Mike Brown all in on Cleveland

In a move that will go down in NBA annals, Mike Brown is returning to coach the Cleveland Cavaliers less than three years after he was fired from the same job.

It created two questions among fans and executives in the league:

1. Why would Brown, whose services are in demand, choose Cleveland and an ownership that unceremoniously showed him the door after back-to-back 60-win seasons?

2. What does it mean for the Cavs' thinly veiled hopes at appealing for a LeBron James return in 2014?

The answer to the first question is: Brown had eyes only for Cleveland. He and his family lived there from 2006-11 and enjoyed it. Shortly after Brown was fired -- just five games into the season by the Los Angeles Lakers -- his family decided they were moving back to Ohio after his two sons completed the school year. His basketball-star son, Elijah, reopened his recruitment and decided to sign in the Midwest at Butler instead of a West Coast school after Brown was fired by the Lakers.

The answer to the second question is this: The coach of the Cavs or any prospective bidder won't matter to James as much as the players on the roster, a source close to James said on Tuesday.

"I'm happy for him, very happy for him," James said Tuesday. "I think he's a really good coach, very defensive-minded coach. It'll be good for the young guys that they have."

Cavs owner Dan Gilbert fired Brown in 2010 ahead of James' free agency because the team believed Brown would not be an asset in the recruitment. Then general manager Danny Ferry, a close confidant of Brown's, resigned shortly thereafter.

James chose to sign in Miami in 2010 because the Heat had Dwyane Wade and were able to acquire Chris Bosh. James, who has the option to become a free agent at the conclusion of next season, is likely to make the talent on the roster a major factor when he decides what to do about his next contract. That is why, at the moment, the Heat remain the favorite to keep James long-term.

As he did Tuesday, James has spoken positively about Brown over the past several years. Privately, James was sometimes frustrated by Brown's offensive strategies and some game plans in the playoffs. He also gives Brown credit for helping him understand and value defense.

The Cavs have saved cap space for 2014, but they are not focusing on trying to land James. One of the mistakes they made from 2008-10 was focusing too much on the preferences of one player and they are determined to not let that happen again, especially when that player is on another team. That said, there is not a move the Cavs make in which they don't consider their team's position in July 2014, when they potentially would make a pitch to James.
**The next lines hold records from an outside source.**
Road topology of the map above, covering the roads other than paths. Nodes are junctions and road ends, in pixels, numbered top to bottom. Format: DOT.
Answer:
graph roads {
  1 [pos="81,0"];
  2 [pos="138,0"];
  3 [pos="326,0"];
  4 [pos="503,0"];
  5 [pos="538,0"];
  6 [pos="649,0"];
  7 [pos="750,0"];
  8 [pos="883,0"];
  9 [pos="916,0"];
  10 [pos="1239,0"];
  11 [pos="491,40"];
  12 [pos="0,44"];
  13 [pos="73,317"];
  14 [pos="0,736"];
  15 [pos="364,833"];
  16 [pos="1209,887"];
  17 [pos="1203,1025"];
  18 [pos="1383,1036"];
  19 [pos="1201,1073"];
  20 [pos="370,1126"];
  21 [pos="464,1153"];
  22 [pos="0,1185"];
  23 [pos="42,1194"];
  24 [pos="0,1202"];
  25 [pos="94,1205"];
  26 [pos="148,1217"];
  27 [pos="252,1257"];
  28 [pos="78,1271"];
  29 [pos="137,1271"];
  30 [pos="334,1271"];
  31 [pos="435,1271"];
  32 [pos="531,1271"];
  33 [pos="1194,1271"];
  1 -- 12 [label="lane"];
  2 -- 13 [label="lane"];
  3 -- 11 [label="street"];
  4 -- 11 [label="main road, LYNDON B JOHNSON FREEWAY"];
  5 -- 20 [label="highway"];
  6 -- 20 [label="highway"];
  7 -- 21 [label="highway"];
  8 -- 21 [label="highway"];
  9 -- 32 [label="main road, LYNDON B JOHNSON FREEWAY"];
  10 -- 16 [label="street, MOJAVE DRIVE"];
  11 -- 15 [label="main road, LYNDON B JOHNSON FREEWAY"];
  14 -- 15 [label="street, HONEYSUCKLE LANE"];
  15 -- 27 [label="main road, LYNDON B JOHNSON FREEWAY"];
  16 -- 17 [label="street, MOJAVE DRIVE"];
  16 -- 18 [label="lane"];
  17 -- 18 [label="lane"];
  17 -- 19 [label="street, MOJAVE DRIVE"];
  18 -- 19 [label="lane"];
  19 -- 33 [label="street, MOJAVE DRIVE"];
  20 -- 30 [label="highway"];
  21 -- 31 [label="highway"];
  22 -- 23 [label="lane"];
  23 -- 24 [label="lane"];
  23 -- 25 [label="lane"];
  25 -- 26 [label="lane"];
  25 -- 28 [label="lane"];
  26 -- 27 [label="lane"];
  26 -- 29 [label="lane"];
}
After three years in the lottery with teams that have been very poor defensively, the Cavs were focused on landing a coach who is known for defense so that it can be emphasized to Kyrie Irving and Dion Waiters.

Brown had other offers. He rebuffed interest from the Phoenix Suns and would've been on the list for other franchises looking for a coach. Regardless of the nature of his exit from L.A., Brown has a career record of 313-159 and is 9-6 all-time in the postseason. He has coached six full seasons and his teams have always advanced to at least the second round of the playoffs.

There are currently open coaching jobs in Detroit, Philadelphia and Charlotte. The coaches in Brooklyn, Milwaukee and Phoenix are interim coaches. The coaches for Memphis, Atlanta and the Los Angeles Clippers are at the end of their contracts. There could be more than 10 coaching changes in the league before next season. Because of simple supply and demand, a coach with Brown's resume is valuable.

With a handful of promising young players, especially 21-year-old All-Star Irving, plus a lottery pick and cap space, the Cavs are a reasonably attractive job.

And while it may not fit a national stereotype, Cleveland was attractive to Brown.